Hi I have a react component that renders a form like this:
<form onSubmit={this.onSubmit}>
<!-- a bunch of inputs here -->
</form>
where the function onSubmit() makes a post request to /results using axios:
handleSubmit(e) {
var self = this;
e.preventDefault();
const {value1, value 2, ....} = this.state;
axios.post('/results', {
key1 : value1,
key2 : value2,
etc.
}).then(function(response) {
if (errors) {
self.setState({errors: response.data.errorMessage});
}
}).catch(function(error){
console.log(error);
});
}
I have a route handler for the post request in my server.js which inserts the data from the form into a database. If there are errors then it'll send that data back to the client, otherwise it should redirect to the results page. The handler looks like this:
app.post('/results', function(req, res, next) {
const reportExists = Report.findOne({
attributes: ['caseId'],
where: {caseId : req.body.caseId},
}).then(report => {
if (report) {
console.log("report already exists");
res.status(200).send({errorMessage : "Report has been submitted for this case id"});
} else {
const report = Report.create(
{
// data from form
}
).then(() => {
console.log('Record inserted successfully');
var caseId = req.body.caseId;
res.redirect("/results/" + caseId);
next();
})
.catch(err => {
console.log('failed to insert record');
res.status(200).send({errorMessage: "Failed to insert record"});
});
}
});
});
I have another app.get('/results/:caseId') handler which should render the appropriate route for the results page. But when the record is inserted successfully it doesn't redirect to that page, it stays on the same page as the form. My question is, should I be redirecting to that page from the client or the server?

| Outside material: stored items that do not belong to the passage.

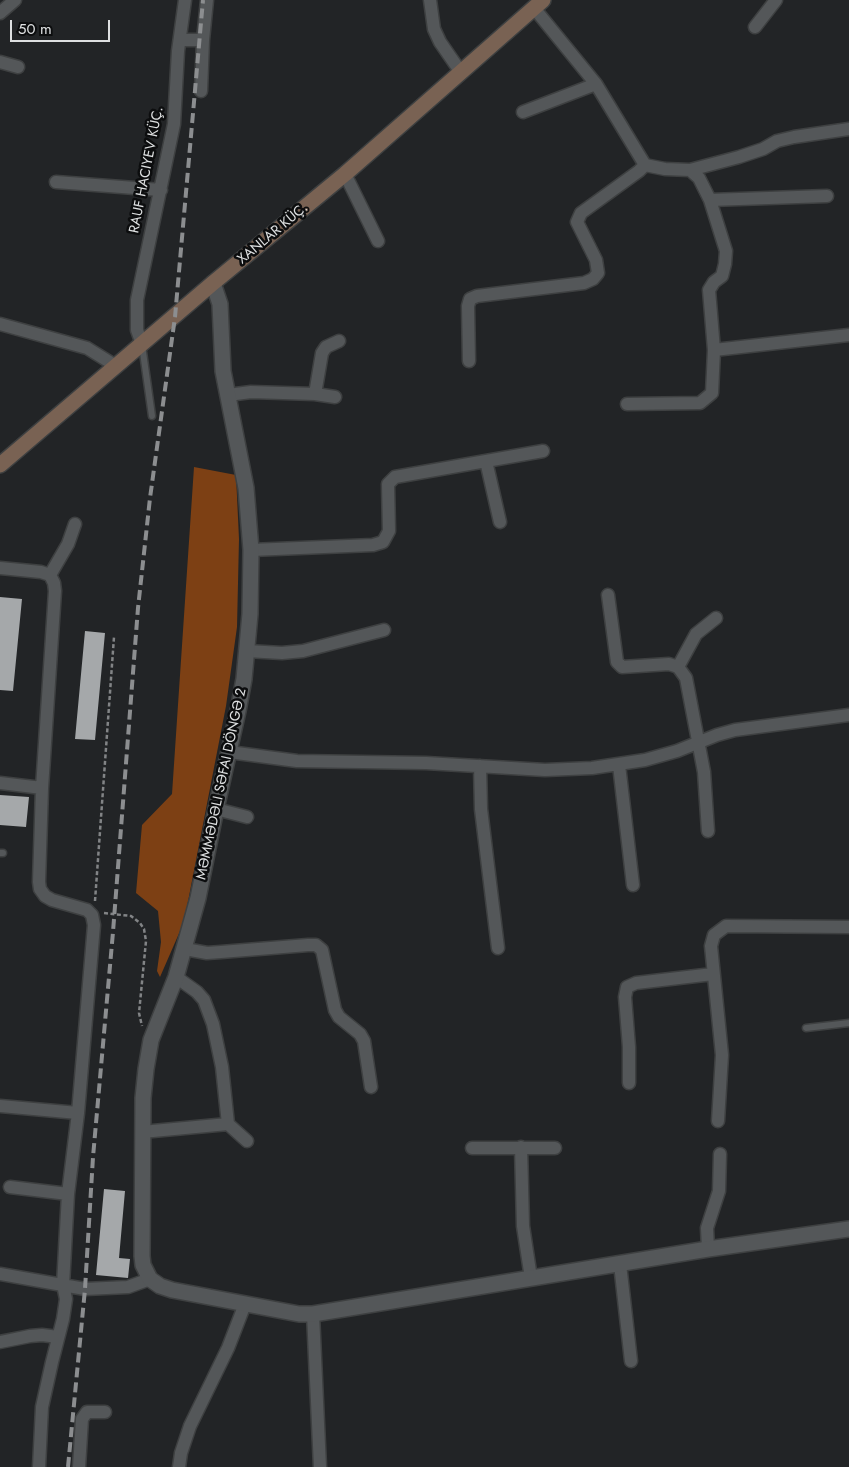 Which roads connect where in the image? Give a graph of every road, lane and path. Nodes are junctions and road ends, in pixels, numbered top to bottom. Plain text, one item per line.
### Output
1 (185, 0) edge
2 (207, 0) edge
3 (430, 0) edge
4 (776, 0) edge
5 (12, 1) edge
6 (539, 4) edge
7 (0, 14) edge
8 (755, 27) dead end
9 (180, 40) junction
10 (203, 40) junction
11 (0, 62) edge
12 (18, 67) dead end
13 (460, 71) junction
14 (596, 84) junction
15 (201, 90) dead end
16 (523, 112) dead end
17 (849, 129) edge
18 (645, 165) junction
19 (690, 170) junction
20 (344, 174) junction
21 (56, 182) dead end
22 (161, 190) junction
23 (827, 196) dead end
24 (710, 200) junction
25 (378, 241) dead end
26 (213, 283) junction
27 (0, 324) edge
28 (849, 335) edge
29 (339, 341) dead end
30 (142, 344) junction
31 (714, 350) junction
32 (469, 361) dead end
33 (116, 366) junction
34 (315, 394) junction
35 (228, 395) junction
36 (335, 397) dead end
37 (627, 404) dead end
38 (152, 416) dead end
39 (543, 451) dead end
40 (486, 461) junction
41 (0, 465) edge
42 (500, 522) dead end
43 (75, 524) dead end
44 (251, 550) junction
45 (0, 568) edge
46 (50, 575) junction
47 (608, 595) dead end
48 (716, 618) dead end
49 (384, 630) dead end
50 (114, 637) dead end
51 (247, 651) junction
52 (678, 667) junction
53 (849, 715) edge
54 (699, 742) junction
55 (229, 752) junction
56 (619, 765) junction
57 (480, 766) junction
58 (0, 783) edge
59 (42, 788) junction
60 (216, 809) junction
61 (247, 818) dead end
62 (708, 830) dead end
63 (632, 885) dead end
64 (92, 915) junction
65 (849, 928) edge
66 (498, 948) dead end
67 (185, 949) junction
68 (713, 974) junction
69 (176, 977) junction
70 (849, 1023) edge
71 (806, 1028) dead end
72 (151, 1040) junction
73 (629, 1083) dead end
74 (371, 1087) dead end
75 (0, 1106) edge
76 (78, 1113) junction
77 (718, 1121) dead end
78 (228, 1124) junction
79 (142, 1132) junction
80 (247, 1141) dead end
81 (522, 1147) junction
82 (472, 1148) dead end
83 (555, 1148) dead end
84 (720, 1154) dead end
85 (10, 1187) dead end
86 (68, 1194) junction
87 (849, 1229) edge
88 (708, 1249) junction
89 (620, 1264) junction
90 (0, 1274) edge
91 (531, 1278) junction
92 (150, 1279) junction
93 (63, 1285) junction
94 (245, 1304) junction
95 (313, 1314) junction
96 (58, 1337) junction
97 (0, 1342) edge
98 (630, 1361) dead end
99 (105, 1412) dead end
100 (39, 1467) edge
101 (79, 1467) edge
102 (179, 1467) edge
103 (320, 1467) edge

1 - 9 street
2 - 10 street
3 - 13 street
4 - 8 street
5 - 7 street
6 - 13 main road, XANLAR KÜÇ.
6 - 14 street
9 - 10 street
9 - 22 street
10 - 15 street
11 - 12 street
13 - 20 main road, XANLAR KÜÇ.
14 - 16 street
14 - 18 street
17 - 19 street
18 - 19 street
18 - 32 street
19 - 24 street
20 - 25 street
20 - 26 main road, XANLAR KÜÇ.
21 - 22 street
22 - 30 street
23 - 24 street
24 - 31 street
26 - 30 main road, XANLAR KÜÇ.
26 - 35 street, MƏMMƏDƏLI SƏFAI DÖNGƏ 2
27 - 33 street
28 - 31 street
29 - 34 street
30 - 33 main road, XANLAR KÜÇ.
30 - 38 lane
31 - 37 street
33 - 41 main road, XANLAR KÜÇ.
34 - 35 street
34 - 36 street
35 - 44 street, MƏMMƏDƏLI SƏFAI DÖNGƏ 2
39 - 40 street
40 - 42 street
40 - 44 street
43 - 46 street
44 - 51 street, MƏMMƏDƏLI SƏFAI DÖNGƏ 2
45 - 46 street
46 - 59 street
47 - 52 street
48 - 52 street
49 - 51 street
50 - 64 path
51 - 55 street, MƏMMƏDƏLI SƏFAI DÖNGƏ 2
52 - 54 street
53 - 54 street
54 - 56 street
54 - 62 street
55 - 57 street
55 - 60 street, MƏMMƏDƏLI SƏFAI DÖNGƏ 2
56 - 57 street
56 - 63 street
57 - 66 street
58 - 59 street
59 - 64 street
60 - 61 street
60 - 67 street, MƏMMƏDƏLI SƏFAI DÖNGƏ 2
64 - 72 path
64 - 76 street
65 - 68 street
67 - 69 street, MƏMMƏDƏLI SƏFAI DÖNGƏ 2
67 - 74 street
68 - 73 street
68 - 77 street
69 - 72 street, MƏMMƏDƏLI SƏFAI DÖNGƏ 2
69 - 78 street
70 - 71 lane
72 - 79 street, MƏMMƏDƏLI SƏFAI DÖNGƏ 2
75 - 76 street
76 - 86 street
78 - 79 street
78 - 80 street
79 - 92 street, MƏMMƏDƏLI SƏFAI DÖNGƏ 2
81 - 82 street
81 - 83 street
81 - 91 street
84 - 88 street
85 - 86 street
86 - 93 street
87 - 88 street
88 - 89 street
89 - 91 street
89 - 98 street
90 - 93 street
91 - 95 street
92 - 93 street
92 - 94 street
93 - 96 street
94 - 95 street
94 - 102 street
95 - 103 street
96 - 97 street
96 - 100 street
99 - 101 street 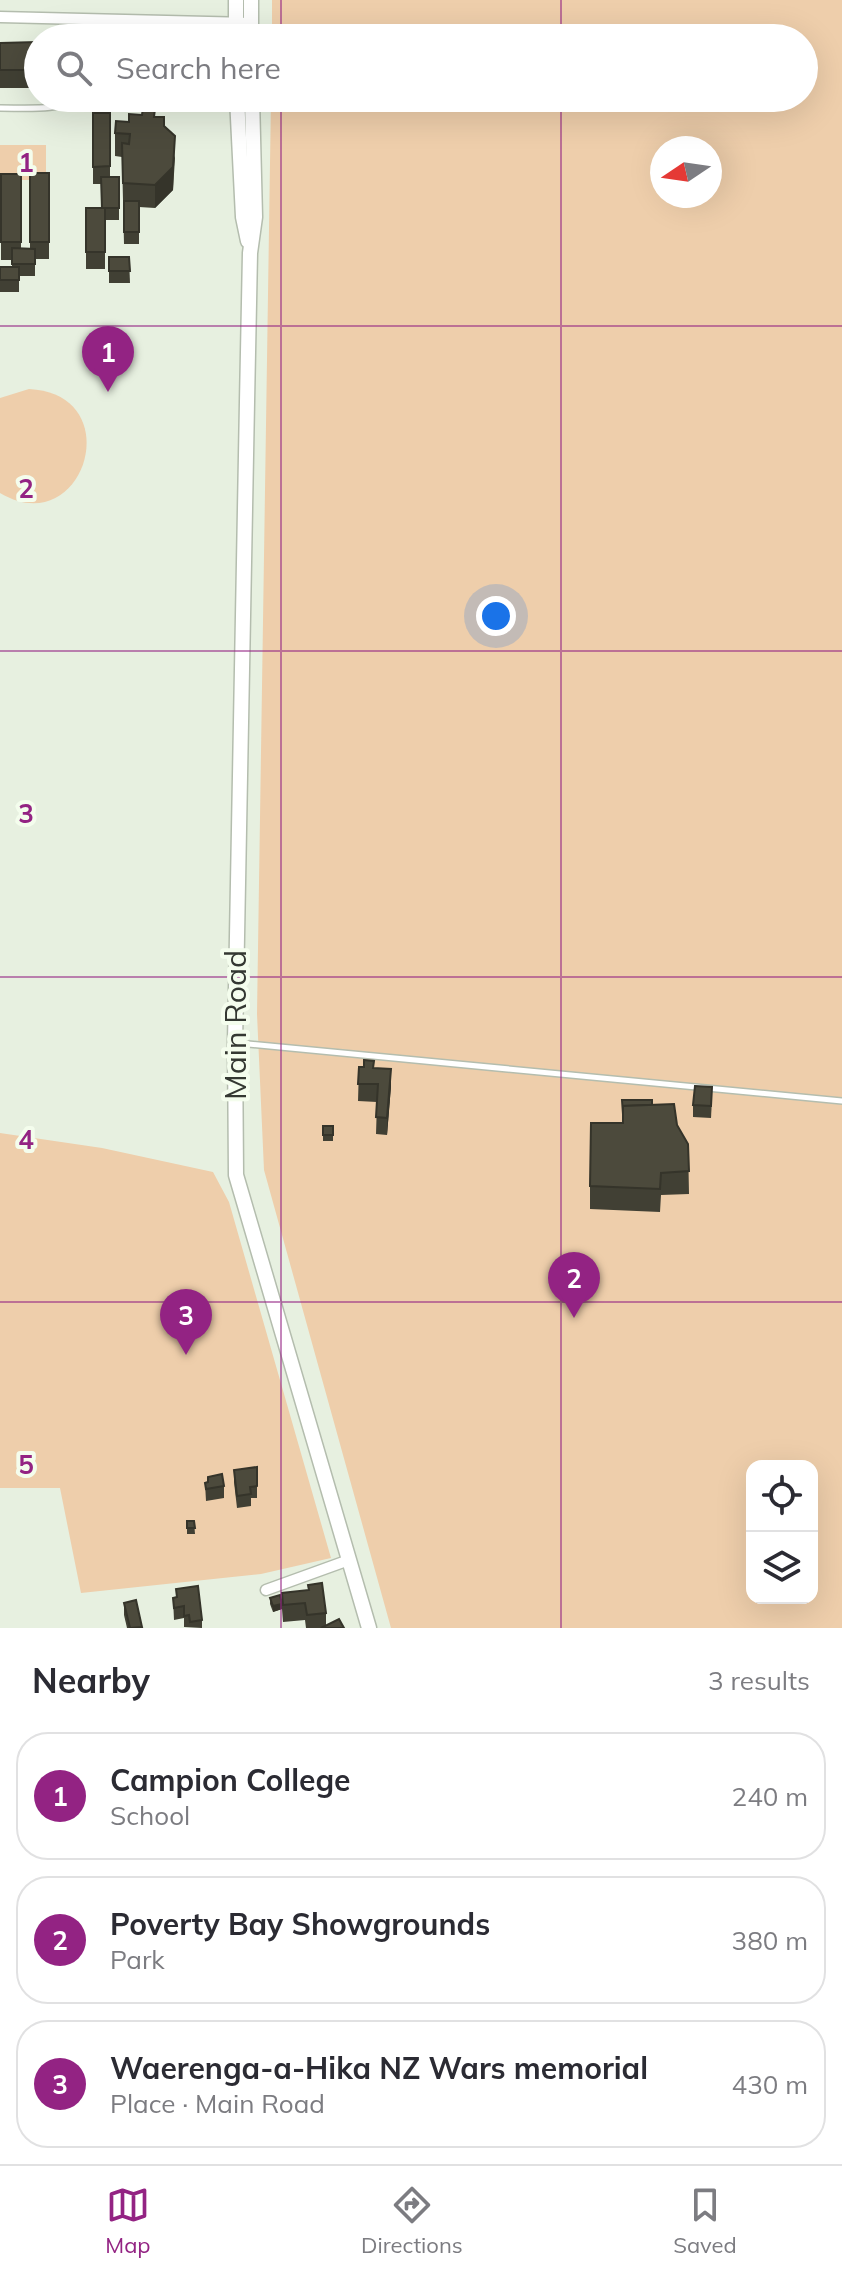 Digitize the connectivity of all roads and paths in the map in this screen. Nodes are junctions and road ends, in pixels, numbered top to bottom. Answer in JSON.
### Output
{"nodes":[{"id":1,"x":236,"y":0,"type":"edge"},
{"id":2,"x":251,"y":0,"type":"edge"},
{"id":3,"x":0,"y":17,"type":"edge"},
{"id":4,"x":153,"y":19,"type":"junction"},
{"id":5,"x":152,"y":24,"type":"edge"},
{"id":6,"x":194,"y":24,"type":"edge"},
{"id":7,"x":242,"y":24,"type":"edge"},
{"id":8,"x":245,"y":24,"type":"edge"},
{"id":9,"x":0,"y":108,"type":"edge"},
{"id":10,"x":24,"y":108,"type":"edge"},
{"id":11,"x":238,"y":112,"type":"edge"},
{"id":12,"x":252,"y":112,"type":"edge"},
{"id":13,"x":250,"y":253,"type":"junction"},
{"id":14,"x":235,"y":1043,"type":"junction"},
{"id":15,"x":842,"y":1101,"type":"edge"},
{"id":16,"x":349,"y":1560,"type":"junction"},
{"id":17,"x":266,"y":1590,"type":"dead end"},
{"id":18,"x":369,"y":1628,"type":"edge"}],
"edges":[{"from":1,"to":7,"type":"main road"},
{"from":2,"to":8,"type":"main road"},
{"from":3,"to":4,"type":"street"},
{"from":4,"to":5,"type":"lane"},
{"from":4,"to":6,"type":"street"},
{"from":9,"to":10,"type":"lane"},
{"from":11,"to":13,"type":"main road"},
{"from":12,"to":13,"type":"main road"},
{"from":13,"to":14,"type":"main road","name":"Main Road"},
{"from":14,"to":15,"type":"lane"},
{"from":14,"to":16,"type":"main road","name":"Main Road"},
{"from":16,"to":17,"type":"street"},
{"from":16,"to":18,"type":"main road","name":"Main Road"}]} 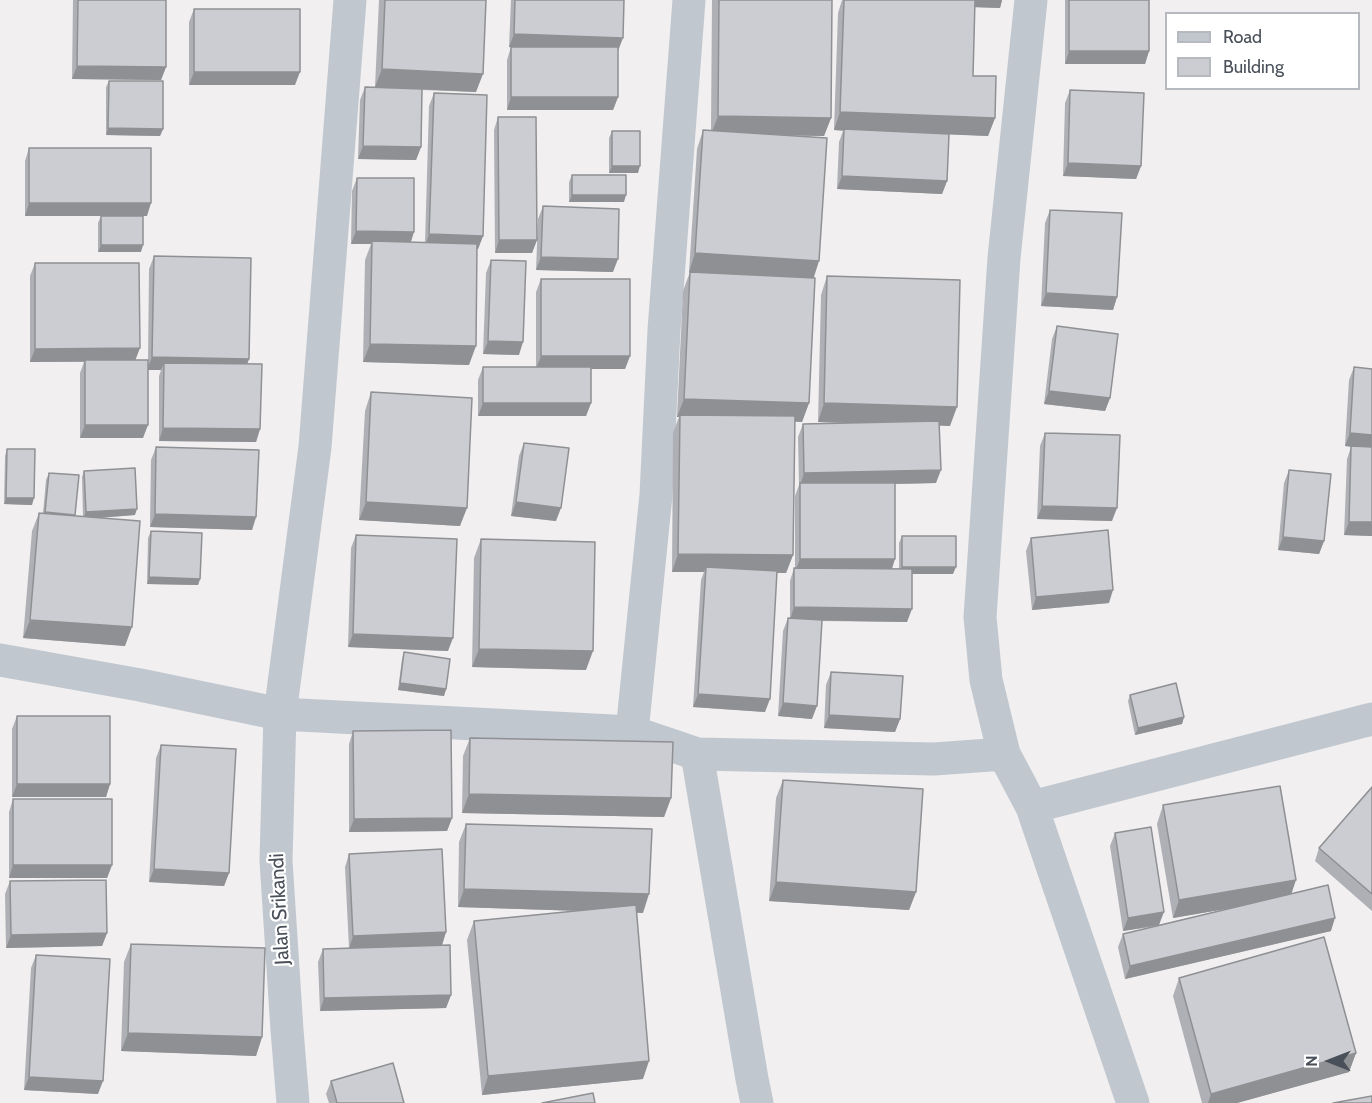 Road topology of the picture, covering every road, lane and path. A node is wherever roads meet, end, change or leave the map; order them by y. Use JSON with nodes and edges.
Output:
{"nodes":[{"id":1,"x":350,"y":0,"type":"edge"},
{"id":2,"x":689,"y":0,"type":"edge"},
{"id":3,"x":1030,"y":0,"type":"edge"},
{"id":4,"x":0,"y":660,"type":"edge"},
{"id":5,"x":280,"y":714,"type":"junction"},
{"id":6,"x":1372,"y":719,"type":"edge"},
{"id":7,"x":632,"y":732,"type":"junction"},
{"id":8,"x":697,"y":754,"type":"junction"},
{"id":9,"x":1004,"y":754,"type":"junction"},
{"id":10,"x":1032,"y":807,"type":"junction"},
{"id":11,"x":293,"y":1103,"type":"edge"},
{"id":12,"x":757,"y":1103,"type":"edge"},
{"id":13,"x":1133,"y":1103,"type":"edge"}],
"edges":[{"from":1,"to":5,"type":"street","name":"Jalan Srikandi"},
{"from":2,"to":7,"type":"street"},
{"from":3,"to":9,"type":"street"},
{"from":4,"to":5,"type":"street"},
{"from":5,"to":7,"type":"street"},
{"from":5,"to":11,"type":"street","name":"Jalan Srikandi"},
{"from":6,"to":10,"type":"street"},
{"from":7,"to":8,"type":"street"},
{"from":8,"to":9,"type":"street"},
{"from":8,"to":12,"type":"street"},
{"from":9,"to":10,"type":"street"},
{"from":10,"to":13,"type":"street"}]}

Submitting an Ajax call via client-side Javascript just gets the response back from the server, whatever it is. A redirect is not automatically processed by the browser, it's just the ajax response to your javascript. It is up to your client-side Javascript to decide what to do with the redirect response.
You have a couple choices. You could detect the redirect response in your client-side Javascript and then set window.location with the new location and manually tell the browser to go to the new page. Or, you could let the browser submit the form rather than your client-side Javascript and then the browser will follow the redirect response automatically.
Also, you should not be calling next() after you call res.redirect(). Once you've sent the response, you should not enable other route handlers to execute.